* **INSTRUCTIONS FOR THE TASK**
Return the data below in full, matching every line exactly.

(Saved data entries)
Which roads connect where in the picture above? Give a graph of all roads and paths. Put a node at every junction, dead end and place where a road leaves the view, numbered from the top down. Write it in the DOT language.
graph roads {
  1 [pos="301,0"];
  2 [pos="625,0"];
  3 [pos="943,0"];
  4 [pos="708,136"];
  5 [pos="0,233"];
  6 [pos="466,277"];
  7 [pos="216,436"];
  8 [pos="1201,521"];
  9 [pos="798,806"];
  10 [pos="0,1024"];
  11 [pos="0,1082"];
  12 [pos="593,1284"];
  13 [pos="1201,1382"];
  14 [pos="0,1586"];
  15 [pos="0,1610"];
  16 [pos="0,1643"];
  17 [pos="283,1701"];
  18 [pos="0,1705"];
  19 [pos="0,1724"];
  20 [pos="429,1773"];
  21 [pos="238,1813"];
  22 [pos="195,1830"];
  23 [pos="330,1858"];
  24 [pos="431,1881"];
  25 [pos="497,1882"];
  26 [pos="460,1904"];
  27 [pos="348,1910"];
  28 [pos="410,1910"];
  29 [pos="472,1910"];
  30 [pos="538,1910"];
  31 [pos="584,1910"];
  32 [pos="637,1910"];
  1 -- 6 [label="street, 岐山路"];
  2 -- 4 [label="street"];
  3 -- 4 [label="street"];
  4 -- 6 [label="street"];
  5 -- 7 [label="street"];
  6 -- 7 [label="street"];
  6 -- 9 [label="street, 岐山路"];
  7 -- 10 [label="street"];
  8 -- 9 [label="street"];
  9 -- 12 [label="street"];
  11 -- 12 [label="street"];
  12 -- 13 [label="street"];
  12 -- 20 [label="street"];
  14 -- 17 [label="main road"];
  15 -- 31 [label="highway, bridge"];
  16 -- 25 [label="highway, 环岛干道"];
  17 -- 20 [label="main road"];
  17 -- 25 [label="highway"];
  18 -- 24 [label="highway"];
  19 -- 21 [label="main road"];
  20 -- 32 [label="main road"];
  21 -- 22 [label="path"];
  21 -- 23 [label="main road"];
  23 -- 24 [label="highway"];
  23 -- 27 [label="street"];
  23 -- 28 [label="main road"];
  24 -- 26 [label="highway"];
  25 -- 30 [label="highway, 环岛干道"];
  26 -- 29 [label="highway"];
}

* **REPLY TO THE EXERCISE**
Which roads connect where in the picture above? Give a graph of all roads and paths. Put a node at every junction, dead end and place where a road leaves the view, numbered from the top down. Write it in the DOT language.
graph roads {
  1 [pos="301,0"];
  2 [pos="625,0"];
  3 [pos="943,0"];
  4 [pos="708,136"];
  5 [pos="0,233"];
  6 [pos="466,277"];
  7 [pos="216,436"];
  8 [pos="1201,521"];
  9 [pos="798,806"];
  10 [pos="0,1024"];
  11 [pos="0,1082"];
  12 [pos="593,1284"];
  13 [pos="1201,1382"];
  14 [pos="0,1586"];
  15 [pos="0,1610"];
  16 [pos="0,1643"];
  17 [pos="283,1701"];
  18 [pos="0,1705"];
  19 [pos="0,1724"];
  20 [pos="429,1773"];
  21 [pos="238,1813"];
  22 [pos="195,1830"];
  23 [pos="330,1858"];
  24 [pos="431,1881"];
  25 [pos="497,1882"];
  26 [pos="460,1904"];
  27 [pos="348,1910"];
  28 [pos="410,1910"];
  29 [pos="472,1910"];
  30 [pos="538,1910"];
  31 [pos="584,1910"];
  32 [pos="637,1910"];
  1 -- 6 [label="street, 岐山路"];
  2 -- 4 [label="street"];
  3 -- 4 [label="street"];
  4 -- 6 [label="street"];
  5 -- 7 [label="street"];
  6 -- 7 [label="street"];
  6 -- 9 [label="street, 岐山路"];
  7 -- 10 [label="street"];
  8 -- 9 [label="street"];
  9 -- 12 [label="street"];
  11 -- 12 [label="street"];
  12 -- 13 [label="street"];
  12 -- 20 [label="street"];
  14 -- 17 [label="main road"];
  15 -- 31 [label="highway, bridge"];
  16 -- 25 [label="highway, 环岛干道"];
  17 -- 20 [label="main road"];
  17 -- 25 [label="highway"];
  18 -- 24 [label="highway"];
  19 -- 21 [label="main road"];
  20 -- 32 [label="main road"];
  21 -- 22 [label="path"];
  21 -- 23 [label="main road"];
  23 -- 24 [label="highway"];
  23 -- 27 [label="street"];
  23 -- 28 [label="main road"];
  24 -- 26 [label="highway"];
  25 -- 30 [label="highway, 环岛干道"];
  26 -- 29 [label="highway"];
}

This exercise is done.